Everybody knows that the Federal Reserve’s money-pumping operations have become a replacement for what used to be an economy. Therefore, no more money pumping = no more so-called economy. It’s that simple. But it doesn’t mean that the Federal Reserve won’t make a gesture and I wouldn’t be surprised if they try it during the season that Santa Claus hovers over the national consciousness — or what little of that remains when you subtract the methedrine, the Kanye downloads, the fear of an $11,000 bill for an emergency room visit requiring three stitches, and all the other epic distractions of our time.

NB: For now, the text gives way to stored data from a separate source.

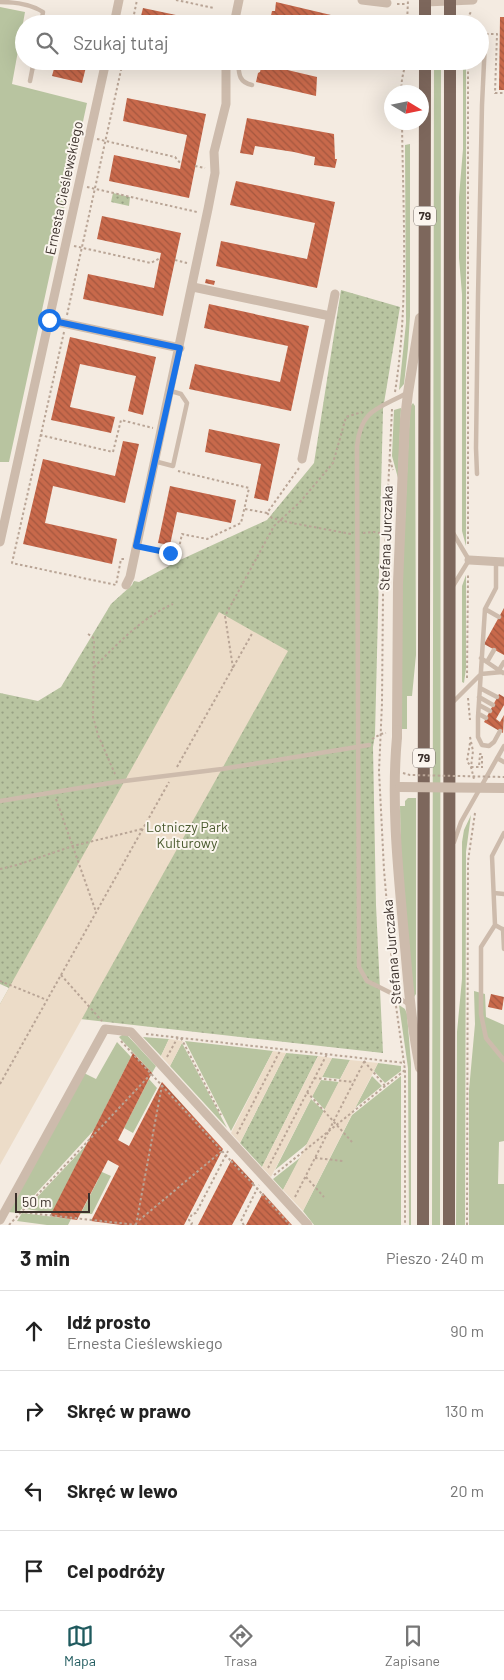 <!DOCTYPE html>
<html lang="pl">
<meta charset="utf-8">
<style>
body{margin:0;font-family:Barlow,sans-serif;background:#f2f2f2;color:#222}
.compass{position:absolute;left:384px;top:85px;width:45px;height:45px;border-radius:50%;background:#fff;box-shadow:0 5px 20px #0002;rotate:100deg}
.scale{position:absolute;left:15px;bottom:12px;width:75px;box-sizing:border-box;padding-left:5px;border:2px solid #3b302b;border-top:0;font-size:14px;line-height:18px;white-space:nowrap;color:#3b302b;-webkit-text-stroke:4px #fbf5ee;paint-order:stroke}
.stop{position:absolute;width:15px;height:15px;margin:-11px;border:4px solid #1a73e8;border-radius:50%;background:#fff}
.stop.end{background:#1a73e8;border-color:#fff;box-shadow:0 1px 5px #0008}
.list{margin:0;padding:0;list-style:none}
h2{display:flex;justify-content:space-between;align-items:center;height:65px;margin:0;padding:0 20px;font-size:21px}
h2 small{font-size:16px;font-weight:400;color:#767676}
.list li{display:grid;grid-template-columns:32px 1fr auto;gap:15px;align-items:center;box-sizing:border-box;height:80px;padding:0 20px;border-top:1px solid #e0e0e0}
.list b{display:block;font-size:19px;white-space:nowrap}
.list p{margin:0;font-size:16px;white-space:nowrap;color:#767676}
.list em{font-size:16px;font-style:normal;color:#767676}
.icon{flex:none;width:28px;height:28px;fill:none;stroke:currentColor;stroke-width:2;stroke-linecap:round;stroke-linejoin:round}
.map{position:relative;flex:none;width:504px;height:1225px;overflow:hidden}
.search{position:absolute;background:#fff;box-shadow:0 5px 20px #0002;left:15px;right:15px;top:15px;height:55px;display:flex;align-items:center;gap:12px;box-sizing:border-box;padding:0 18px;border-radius:28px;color:#767676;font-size:19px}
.sheet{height:385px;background:#fff}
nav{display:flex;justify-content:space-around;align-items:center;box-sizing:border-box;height:70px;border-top:1px solid #e0e0e0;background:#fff;font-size:14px;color:#767676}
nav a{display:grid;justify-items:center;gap:2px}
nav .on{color:#1f5a5e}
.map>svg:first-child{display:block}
.grass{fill:#b8c4a0;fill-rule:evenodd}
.park{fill:url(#park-dots)}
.plaza{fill:#ecdcc8}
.building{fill:url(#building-back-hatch)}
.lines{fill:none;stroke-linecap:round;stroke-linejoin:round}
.path{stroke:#b9a596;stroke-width:2;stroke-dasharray:2.5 2.5;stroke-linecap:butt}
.service{stroke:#cdbbac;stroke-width:4.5}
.minor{stroke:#cdbbac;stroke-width:9}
.tertiary{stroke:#cdbbac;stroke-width:10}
.primary{stroke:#7d675c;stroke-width:12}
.path-bridge{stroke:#b9a596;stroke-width:2;stroke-dasharray:2.5 2.5;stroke-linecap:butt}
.tertiary-bridge{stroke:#cdbbac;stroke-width:10}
.route{stroke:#1a73e8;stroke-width:6}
.labels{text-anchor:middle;stroke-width:4;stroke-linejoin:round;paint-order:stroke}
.shield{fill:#fbf5ee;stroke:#756b66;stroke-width:1}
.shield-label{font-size:12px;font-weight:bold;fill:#3b302b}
.street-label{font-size:14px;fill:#3b302b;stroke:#fbf5ee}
.park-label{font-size:14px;fill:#4a5a2e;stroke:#fbf5ee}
</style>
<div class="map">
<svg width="504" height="1225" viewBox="0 0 504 1225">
<defs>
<pattern id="park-dots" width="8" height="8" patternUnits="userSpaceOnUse" patternTransform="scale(1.25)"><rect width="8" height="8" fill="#b8c4a0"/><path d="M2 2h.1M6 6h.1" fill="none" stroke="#97a083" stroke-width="1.8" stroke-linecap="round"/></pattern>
<pattern id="building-back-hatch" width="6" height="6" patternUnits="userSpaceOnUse" patternTransform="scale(1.25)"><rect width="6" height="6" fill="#c8694b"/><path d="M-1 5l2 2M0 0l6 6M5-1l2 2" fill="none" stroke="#a4573f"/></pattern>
</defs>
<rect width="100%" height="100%" fill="#f4ebe1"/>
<!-- grass -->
<path class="grass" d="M0 7 25 12 12 84 87 103 9 462H0Z
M434 61H441L440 1225H432Z
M463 61H466V546L462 531V294L459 258V197L463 149Z
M410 144V316L408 348 404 384 399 390 406 323 405 145Z
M413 403 415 406 416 655 412 696H407V729H401V607L410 407Z
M401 408 398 478 392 456 394 410Z
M466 575V668L464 683 462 682V586Z
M408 798H416V994L414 997 401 864 400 806H405V801Z
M471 815 466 852 465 1225H456L457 1032 462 979V842L464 830Z
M474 991 485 994 486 1017 504 1025V1141L499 1142 498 1184H504V1225H469V1090L475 1024Z
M399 1005 405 1009 407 1014 411 1063V1225H409L408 1068Z
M122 1035H127L156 1066 152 1073 119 1037Z
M143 1037 169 1039 161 1056Z
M185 1041 273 1051 231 1131Z
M117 1042 131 1057 94 1130 18 1213 8 1212 84 1073 96 1079Z
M182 1043 227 1128 170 1066Z
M332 1058 350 1060 340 1079 322 1077Z
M378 1063 401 1066V1071L385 1083 374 1071Z
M372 1076 382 1086 355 1108Z
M401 1076V1225H314L303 1211 352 1115Z
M149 1079 157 1088 133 1133 124 1128Z
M321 1080 339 1082 325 1110 312 1096Z
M311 1099 324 1111 307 1144 275 1170Z
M107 1123 102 1172 111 1176 92 1214 62 1213 60 1198 52 1213 26 1209ZM99 1178 82 1211 67 1210Z
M301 1157 283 1190 273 1179Z
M22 1213 71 1219 68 1225H47L17 1221Z"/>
<!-- park -->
<path class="park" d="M113 193 130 197 129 206 111 202Z
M341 290 400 307 383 409 375 735 373 747 376 905 383 1053 0 1010V1004L9 988 0 984V693L38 701 61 687 111 604 132 585 134 581 139 582 180 560 267 520 314 463Z
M286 1053 318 1056 262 1167 240 1143Z"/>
<!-- plaza -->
<path class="plaza" d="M219 612 288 651 0 1165V1004Z
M169 1039 183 1041 170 1066 161 1056Z
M273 1051 286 1053 240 1143 231 1133Z
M318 1056 332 1058 271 1177 262 1167Z
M350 1060 378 1063 303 1211 283 1190Z"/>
<!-- building -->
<path class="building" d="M276 2 331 15 330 24H267L268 20H270L272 11H275Z
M143 8 176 15 175 18 196 24H139Z
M500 17H504V90H499Z
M56 61H80L87 63 82 83 52 76Z
M262 64 317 77 316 96 256 82 258 73 260 72Z
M127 98 206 114 189 198 109 181 114 155 180 169 187 135 123 121Z
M247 118 334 134 335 159H337L335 168 314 165 315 157 294 152 255 146 253 155 240 153Z
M236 181 335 202 317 288 216 266 221 241 307 259 315 223 230 205Z
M102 216 181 233 163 316 83 299 88 274 154 288 161 253 97 239Z
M206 279 215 281 214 285 205 283Z
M209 304 309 326 291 411 189 389 195 364 280 382 288 346 204 328Z
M70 337 156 357 143 415 128 411 136 376 80 364 70 407 115 417 111 433 51 420Z
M209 429 280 444 268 501 254 498 261 464 205 452Z
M123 441 139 444 125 503 53 486 45 523 117 539 112 564 23 544 43 459 115 476Z
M170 486 236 500 231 523 177 512 170 545 158 543Z
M504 608V655L484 644Z
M499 694 504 697V705L496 719 500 722 504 715 503 733 484 722Z
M491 994 504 997 502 1010 488 1007Z
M133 1053 152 1073 118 1140 129 1146 162 1082 223 1149 184 1225H121L91 1221 119 1166 108 1160 77 1220 50 1216Z
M232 1159 254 1183 238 1214 232 1225H198Z
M263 1193 292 1225H246Z"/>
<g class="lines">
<!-- path -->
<path class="path" d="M176 0 214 8
M397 4H407
M132 24 137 0
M407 24 408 0
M468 24V17L472 10
M486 34H497L495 93H504
M401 92 402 79 406 61
M97 139 175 157 181 164
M195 166 205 168
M87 187 197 212
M74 246 151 263 160 258
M175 260 187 263
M67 315 123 61
M64 332 12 563 116 585 121 559H124
M395 392C409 303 403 212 402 122
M392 409 383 593 382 703 379 771 384 870 394 986
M40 435 113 452 121 420 153 428
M390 460 393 470
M245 509 267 513 299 468
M267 513 272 518 292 523 351 534
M363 533 374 532 386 534
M468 544V61
M145 547 170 553 179 548 182 534 207 539 241 523 249 488 178 471
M88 634 93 637 94 642 93 717 98 735 115 774
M94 667C119 643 141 618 173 604
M233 668 225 616 274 526 300 502 333 463 346 417 362 412
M467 678 468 575
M468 698 470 720
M470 737 473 751 471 767
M372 739 381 734 386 733
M470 743 467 761 471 767 474 779
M177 767 253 632
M471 767H479L480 754H482V768
M56 799 96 912
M0 869 17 865 73 846 142 829
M61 975 102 1021
M0 981 47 1000
M396 1006 405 1070V1225
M146 1034 405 1063
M181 1038 221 1115
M121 1041 222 1151 137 1222
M167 1057 178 1037
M364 1061 385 1086
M314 1078 354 1082
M0 1084 169 782
M307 1092 352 1142
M237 1134 281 1049
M315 1158 343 1161
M231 1161 253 1184
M268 1168 327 1054
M274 1175 405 1070
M306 1177 324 1197
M262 1194 290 1225
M295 1197 366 1058
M20 1212 137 1225
M9 1225 151 1074
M136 1225 162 1085
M191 1225 192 1223 189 1220 192 1214 196 1213 228 1151
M244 1225 241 1221 259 1185
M467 1225 468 861 475 813"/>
<!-- service -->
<path class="service" d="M0 2C14 2 31 4 43 12L41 24
M235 18 264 24
M238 61C239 73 238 82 252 85
M30 81 34 61
M407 393C378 409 361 409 357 446L359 967 367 981 395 995 408 1004
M154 461 173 466 187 403 181 394 171 391
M477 474 476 448 478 297 482 105 485 42
M453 533 469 560 453 586
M496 562V588L485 609 478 717V737L482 745 489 746 494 742 500 731
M485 609 499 617
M481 658 503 673
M487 662 494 650
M499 670 504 662
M480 688 497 697
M479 697 493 705
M453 702 481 674 502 672
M479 705 490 711
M479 714 486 718
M497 758 504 762
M0 801 116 782 222 769 369 745
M504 833 492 856 495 925 504 930
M454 842 461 822 504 746
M494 893 504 894
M495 925 481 947V1014L486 1038 504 1060
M503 929 504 949"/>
<!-- minor -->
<path class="minor" d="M362 0 387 3
M425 2 473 0
M114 24 119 0
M234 24 239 0
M193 287 330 316
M49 320 180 348
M302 459 335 294
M0 542 106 61
M469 560 504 562
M126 585 130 577 208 209 215 173 214 152 226 104V61
M0 1220 105 1029 131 1032 308 1225"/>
<!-- tertiary -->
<path class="tertiary" d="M397 730 398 583 405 419 408 393 420 318
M397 737C391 803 398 869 404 935 408 980 411 1024 420 1068"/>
<!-- primary -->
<path class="primary" d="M425 24V0
M450 24V0
M423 1225 425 61
M449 1225 450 61"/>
<!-- path-bridge -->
<path class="path-bridge" d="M403 773 410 775 504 777
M222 1151 231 1161
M253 1184 262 1194"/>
<!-- tertiary-bridge -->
<path class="tertiary-bridge" d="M397 737V730
M400 787 504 788"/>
</g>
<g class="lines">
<!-- route -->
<path class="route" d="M49 320 180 348 136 546 170 553"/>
</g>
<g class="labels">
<!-- shield labels -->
<g class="shield">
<rect x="414" y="206.5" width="22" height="19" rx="4"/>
<rect x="413" y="748.5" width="22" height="19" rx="4"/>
</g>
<g class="shield-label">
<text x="425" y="220">79</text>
<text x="424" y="762">79</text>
</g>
<!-- street labels -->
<g class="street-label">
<text transform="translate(64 188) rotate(-78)" y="5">Ernesta Cieślewskiego</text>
<text transform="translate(386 538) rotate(-88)" y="5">Stefana Jurczaka</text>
<text transform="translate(392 952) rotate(-95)" y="5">Stefana Jurczaka</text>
</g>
<!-- park labels -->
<g class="park-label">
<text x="187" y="832">Lotniczy Park<tspan x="187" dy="16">Kulturowy</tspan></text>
</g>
</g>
</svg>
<svg class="compass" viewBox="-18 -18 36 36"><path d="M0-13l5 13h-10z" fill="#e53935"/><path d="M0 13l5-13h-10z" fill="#767676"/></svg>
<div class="scale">50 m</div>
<div class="stop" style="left:49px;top:320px"></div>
<div class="stop end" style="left:170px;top:553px"></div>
<div class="search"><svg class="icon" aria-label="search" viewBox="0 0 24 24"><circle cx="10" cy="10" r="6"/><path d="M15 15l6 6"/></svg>Szukaj tutaj</div>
</div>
<section class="sheet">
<h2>3 min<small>Pieszo · 240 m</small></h2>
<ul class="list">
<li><svg class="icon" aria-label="ahead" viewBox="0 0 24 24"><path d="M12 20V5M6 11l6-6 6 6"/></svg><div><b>Idź prosto</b><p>Ernesta Cieślewskiego</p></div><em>90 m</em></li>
<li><svg class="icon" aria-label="right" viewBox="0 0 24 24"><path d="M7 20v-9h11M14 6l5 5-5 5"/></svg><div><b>Skręć w prawo</b></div><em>130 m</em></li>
<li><svg class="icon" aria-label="left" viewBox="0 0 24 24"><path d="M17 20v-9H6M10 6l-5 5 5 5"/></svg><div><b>Skręć w lewo</b></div><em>20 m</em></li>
<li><svg class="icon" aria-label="arrive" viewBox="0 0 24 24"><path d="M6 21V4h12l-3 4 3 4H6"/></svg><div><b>Cel podróży</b></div></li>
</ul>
</section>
<nav>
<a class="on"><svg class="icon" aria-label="map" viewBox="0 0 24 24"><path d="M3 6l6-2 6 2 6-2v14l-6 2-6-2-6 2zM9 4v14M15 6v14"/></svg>Mapa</a>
<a><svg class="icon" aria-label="directions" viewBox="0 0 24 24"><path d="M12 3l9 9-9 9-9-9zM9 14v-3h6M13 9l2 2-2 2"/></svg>Trasa</a>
<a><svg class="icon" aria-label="saved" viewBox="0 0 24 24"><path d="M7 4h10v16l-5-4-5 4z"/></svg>Zapisane</a>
</nav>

The next meeting of the Fed’s Open Market Committee (FOMC), where such things as taper-or-not are considered, is Dec. 17. The Fed has to make some kind of gesture to retain any credibility, so I suspect they’ll go for a symbolic shaving of five or ten billion a month off the current official bond-buying operation number of $85 billion a month (or $1.2 trillion a year). If they don’t do it, no one will ever believe them again. I call it the “head-fake” taper, because it is essentially a false move.